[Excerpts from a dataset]
......

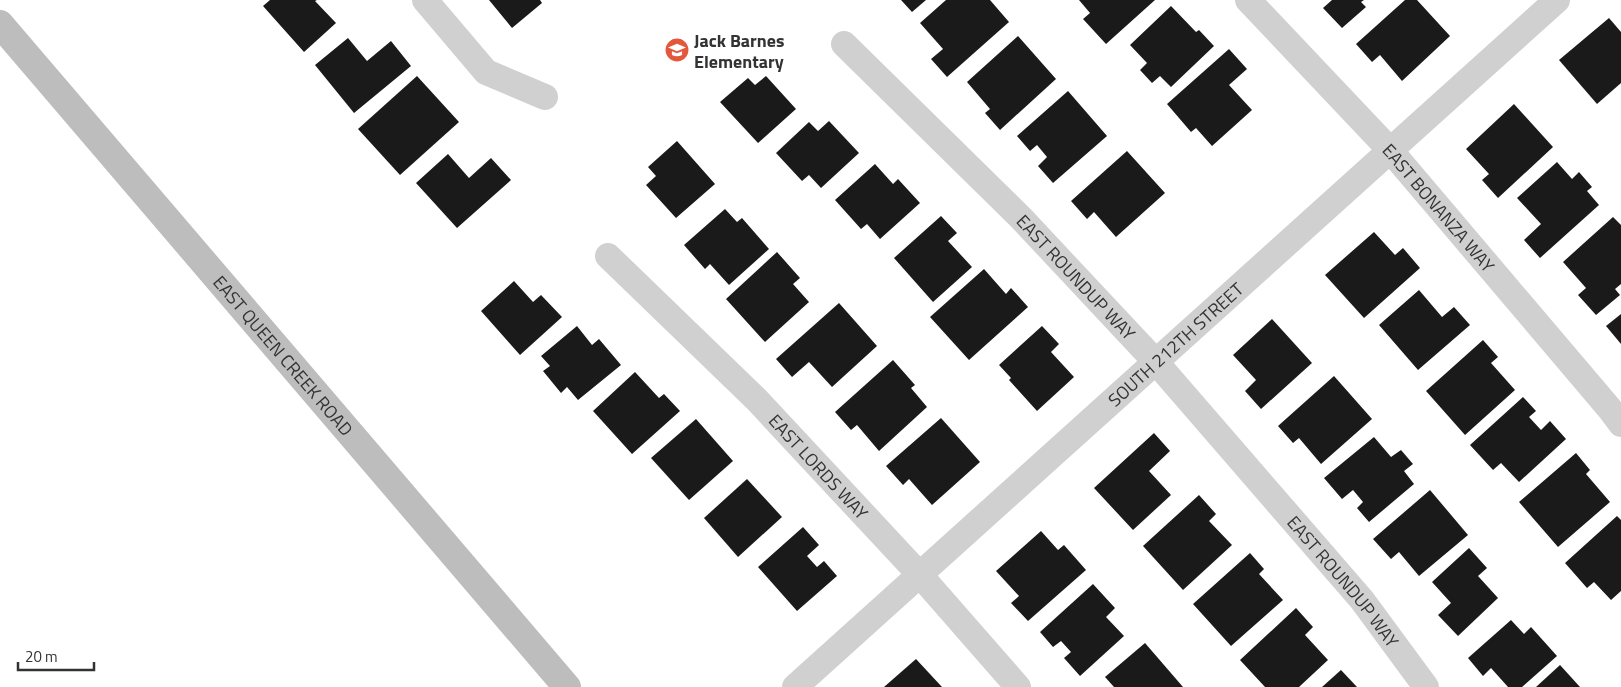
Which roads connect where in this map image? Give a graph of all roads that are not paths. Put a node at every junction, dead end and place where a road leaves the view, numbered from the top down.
1 (425, 0) edge
2 (1248, 0) edge
3 (1557, 0) edge
4 (0, 24) edge
5 (844, 44) dead end
6 (545, 98) dead end
7 (1390, 150) junction
8 (608, 256) dead end
9 (1155, 361) junction
10 (1621, 424) edge
11 (920, 575) junction
12 (567, 687) edge
13 (795, 687) edge
14 (1018, 687) edge
15 (1426, 687) edge

1 - 6 street
2 - 7 street, EAST BONANZA WAY
3 - 7 street, SOUTH 212TH STREET
4 - 12 main road, EAST QUEEN CREEK ROAD
5 - 9 street, EAST ROUNDUP WAY
7 - 9 street, SOUTH 212TH STREET
7 - 10 street, EAST BONANZA WAY
8 - 11 street, EAST LORDS WAY
9 - 11 street, SOUTH 212TH STREET
9 - 15 street, EAST ROUNDUP WAY
11 - 13 street, SOUTH 212TH STREET
11 - 14 street, EAST LORDS WAY

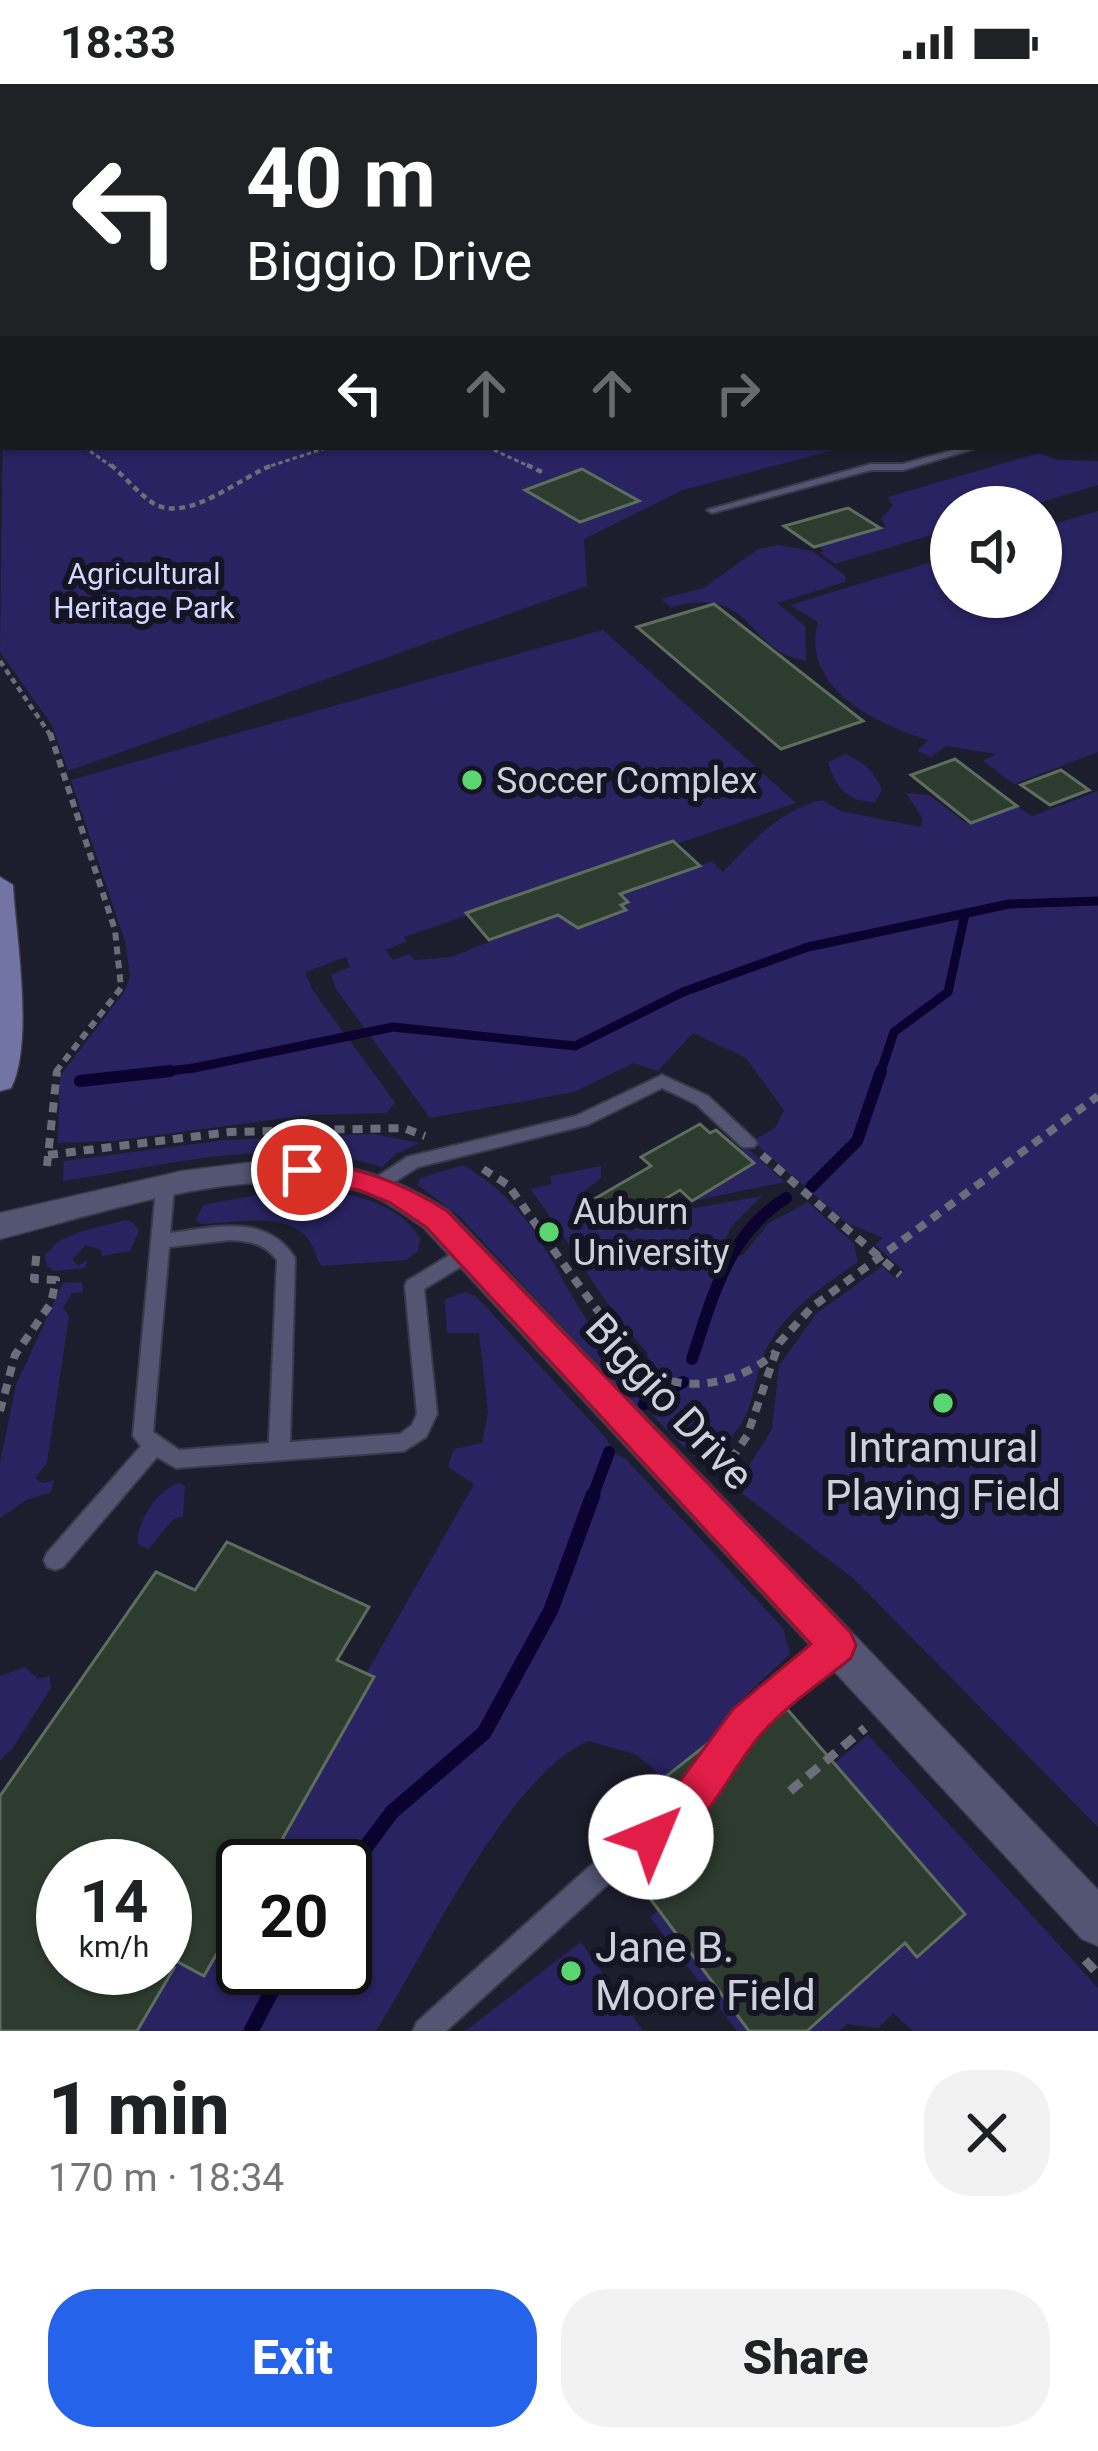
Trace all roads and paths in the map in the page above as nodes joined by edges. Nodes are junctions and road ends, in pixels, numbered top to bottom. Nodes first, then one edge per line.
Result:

......

# [What you are asked to do]
Every line from the one that contains "Trace all roads" down to and including the last line of the records above must be set down exactly, with nothing else.

# [Task response]
Trace all roads and paths in the map in the page above as nodes joined by edges. Nodes are junctions and road ends, in pixels, numbered top to bottom. Nodes first, then one edge per line.
Result:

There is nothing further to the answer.